▶ [ACTION ITEM]
Sift the material for lines containing "that", and return them.

▶ [DATA SUPPLIED]
■ ■ ■
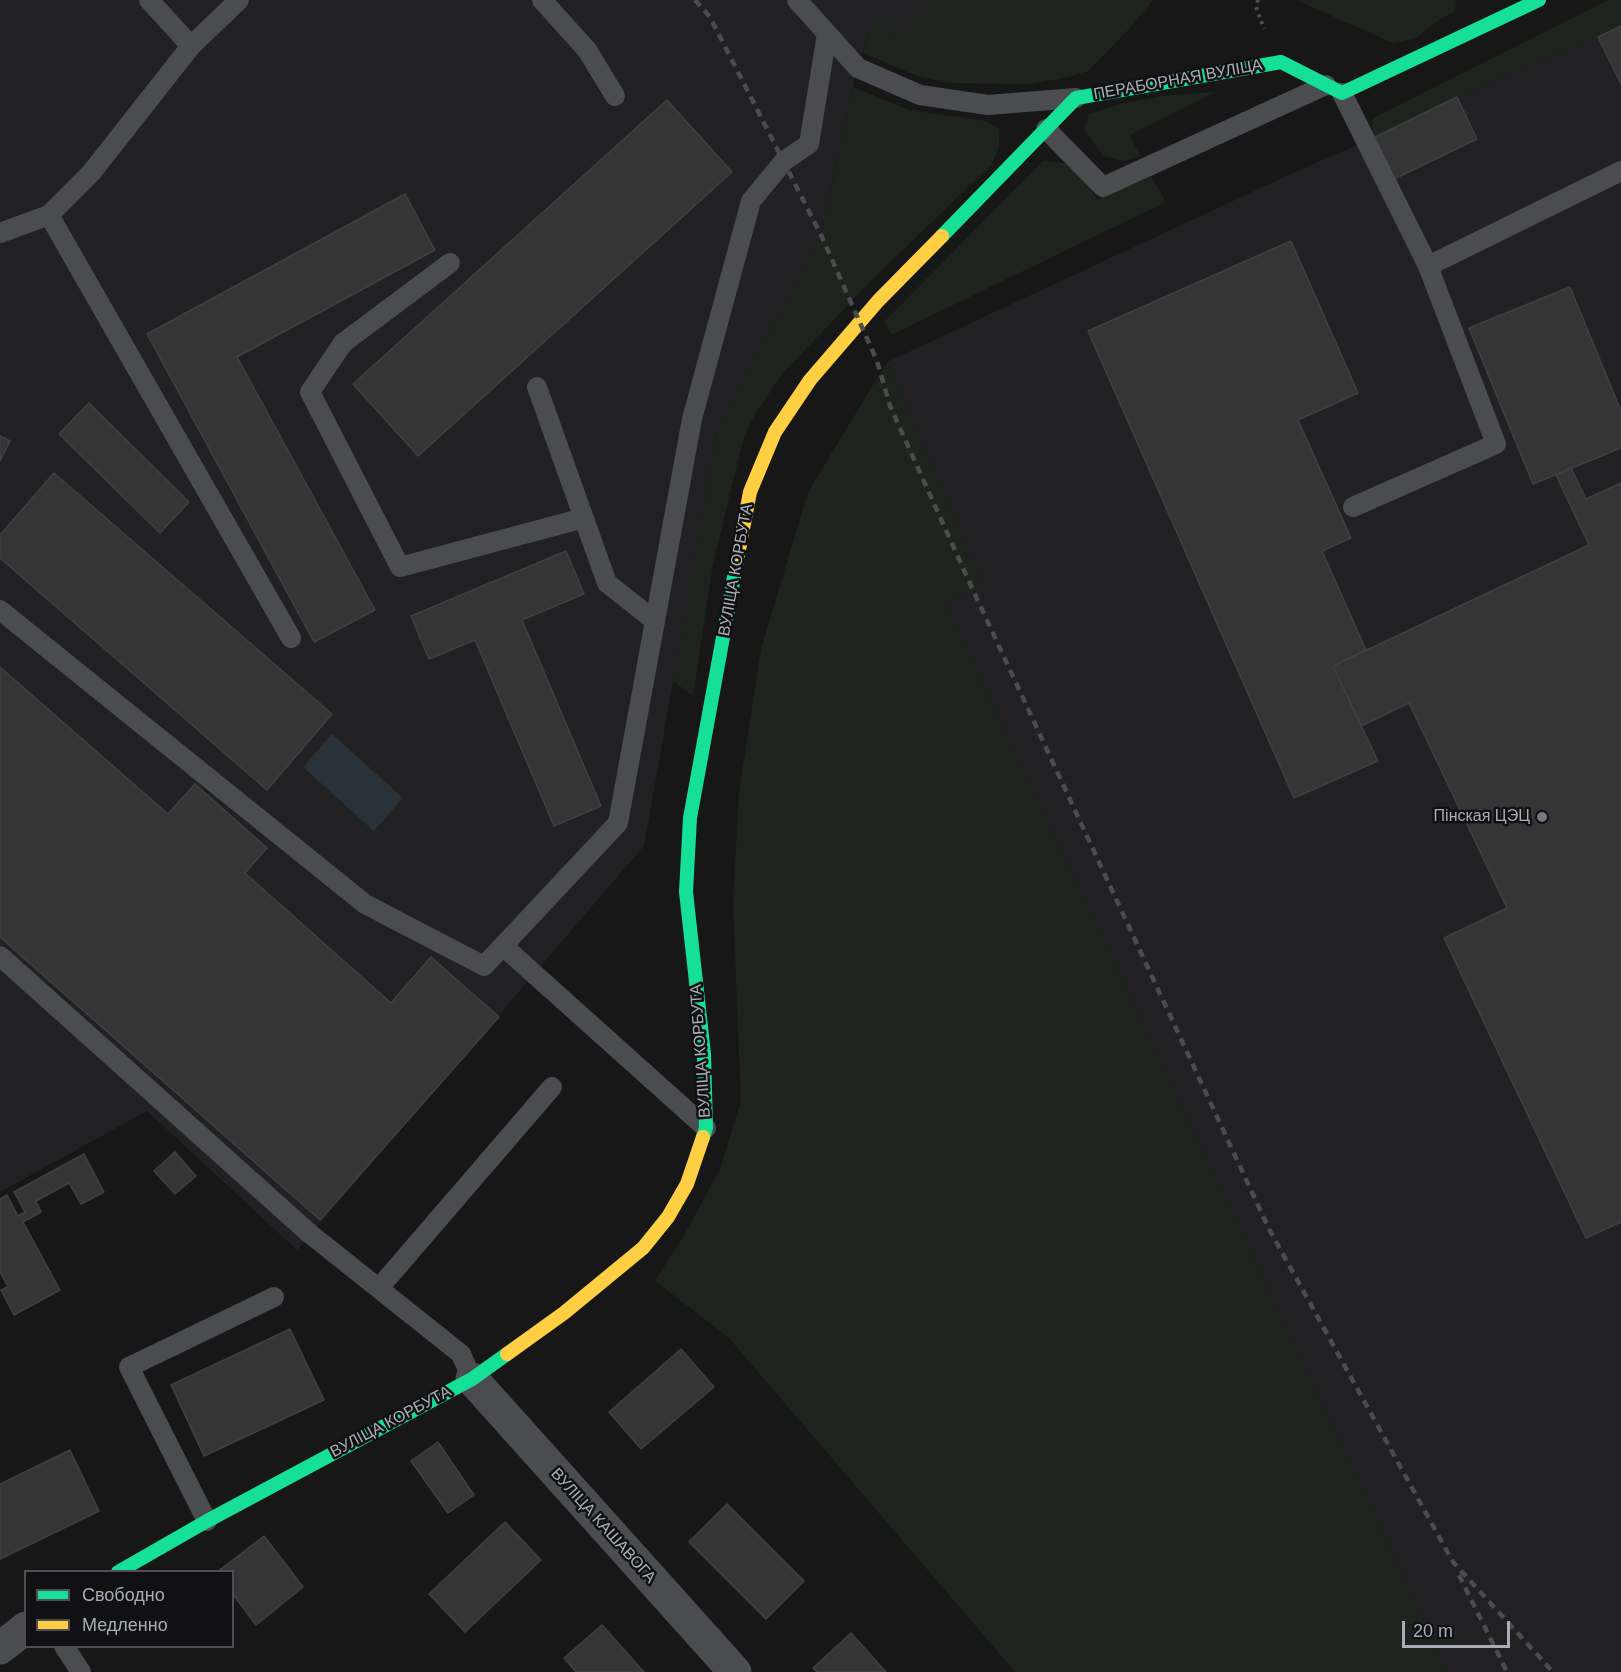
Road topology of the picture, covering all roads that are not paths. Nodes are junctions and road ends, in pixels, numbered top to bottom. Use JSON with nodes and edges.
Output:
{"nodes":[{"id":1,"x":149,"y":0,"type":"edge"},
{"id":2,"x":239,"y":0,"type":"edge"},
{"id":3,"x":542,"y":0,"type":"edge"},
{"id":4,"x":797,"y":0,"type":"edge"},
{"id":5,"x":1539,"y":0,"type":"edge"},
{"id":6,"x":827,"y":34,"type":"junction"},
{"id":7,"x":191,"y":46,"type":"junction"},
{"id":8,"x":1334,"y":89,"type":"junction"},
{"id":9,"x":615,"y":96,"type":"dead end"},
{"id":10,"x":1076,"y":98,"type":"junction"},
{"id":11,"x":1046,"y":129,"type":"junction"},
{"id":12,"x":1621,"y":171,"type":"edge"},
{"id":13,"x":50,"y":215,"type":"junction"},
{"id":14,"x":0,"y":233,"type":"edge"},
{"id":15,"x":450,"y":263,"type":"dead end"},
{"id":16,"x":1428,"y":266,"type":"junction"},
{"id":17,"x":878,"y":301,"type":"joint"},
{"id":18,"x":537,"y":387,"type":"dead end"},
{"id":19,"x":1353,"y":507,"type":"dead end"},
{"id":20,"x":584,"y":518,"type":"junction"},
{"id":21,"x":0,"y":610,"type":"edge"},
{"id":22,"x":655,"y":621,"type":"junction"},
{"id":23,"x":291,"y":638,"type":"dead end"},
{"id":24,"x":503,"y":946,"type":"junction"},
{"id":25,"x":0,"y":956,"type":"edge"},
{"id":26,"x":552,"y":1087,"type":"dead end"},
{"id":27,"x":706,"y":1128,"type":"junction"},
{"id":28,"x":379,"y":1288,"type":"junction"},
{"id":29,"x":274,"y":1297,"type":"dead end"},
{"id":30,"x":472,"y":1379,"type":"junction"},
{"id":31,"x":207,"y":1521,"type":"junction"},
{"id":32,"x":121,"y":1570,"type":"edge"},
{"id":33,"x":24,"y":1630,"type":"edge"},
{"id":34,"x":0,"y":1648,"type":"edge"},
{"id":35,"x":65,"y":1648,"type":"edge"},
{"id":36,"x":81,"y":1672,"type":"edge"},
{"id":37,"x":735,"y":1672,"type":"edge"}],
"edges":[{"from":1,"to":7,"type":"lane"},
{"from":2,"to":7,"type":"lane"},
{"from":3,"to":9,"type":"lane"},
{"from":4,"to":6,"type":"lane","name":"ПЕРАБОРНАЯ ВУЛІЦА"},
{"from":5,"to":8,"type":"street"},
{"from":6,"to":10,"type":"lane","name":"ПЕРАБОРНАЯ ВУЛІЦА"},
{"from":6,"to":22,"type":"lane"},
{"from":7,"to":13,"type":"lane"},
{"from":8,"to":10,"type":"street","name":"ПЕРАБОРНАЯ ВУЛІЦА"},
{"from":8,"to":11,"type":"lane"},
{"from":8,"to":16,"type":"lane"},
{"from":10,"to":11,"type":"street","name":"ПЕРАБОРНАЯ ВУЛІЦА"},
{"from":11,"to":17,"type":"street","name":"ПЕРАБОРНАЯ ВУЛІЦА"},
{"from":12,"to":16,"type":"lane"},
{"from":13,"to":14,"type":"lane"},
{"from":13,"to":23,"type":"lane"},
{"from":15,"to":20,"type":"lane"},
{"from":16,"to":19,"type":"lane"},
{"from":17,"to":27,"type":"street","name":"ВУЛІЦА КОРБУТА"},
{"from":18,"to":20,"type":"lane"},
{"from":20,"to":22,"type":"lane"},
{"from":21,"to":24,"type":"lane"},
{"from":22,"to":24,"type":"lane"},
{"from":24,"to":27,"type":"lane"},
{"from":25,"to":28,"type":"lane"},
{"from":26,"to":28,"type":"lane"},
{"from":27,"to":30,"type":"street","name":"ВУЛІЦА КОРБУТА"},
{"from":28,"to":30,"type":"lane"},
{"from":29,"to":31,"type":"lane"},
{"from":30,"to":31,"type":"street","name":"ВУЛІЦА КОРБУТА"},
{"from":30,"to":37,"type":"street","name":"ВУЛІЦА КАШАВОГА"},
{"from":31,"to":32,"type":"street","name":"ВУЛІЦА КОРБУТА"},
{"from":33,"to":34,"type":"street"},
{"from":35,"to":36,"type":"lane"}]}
■ ■ ■
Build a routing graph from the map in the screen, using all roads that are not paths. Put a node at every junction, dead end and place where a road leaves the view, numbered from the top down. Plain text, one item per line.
■ ■ ■
▶ [ANSWER SECTION]
Road topology of the picture, covering all roads that are not paths. Nodes are junctions and road ends, in pixels, numbered top to bottom. Use JSON with nodes and edges.
Build a routing graph from the map in the screen, using all roads that are not paths. Put a node at every junction, dead end and place where a road leaves the view, numbered from the top down. Plain text, one item per line.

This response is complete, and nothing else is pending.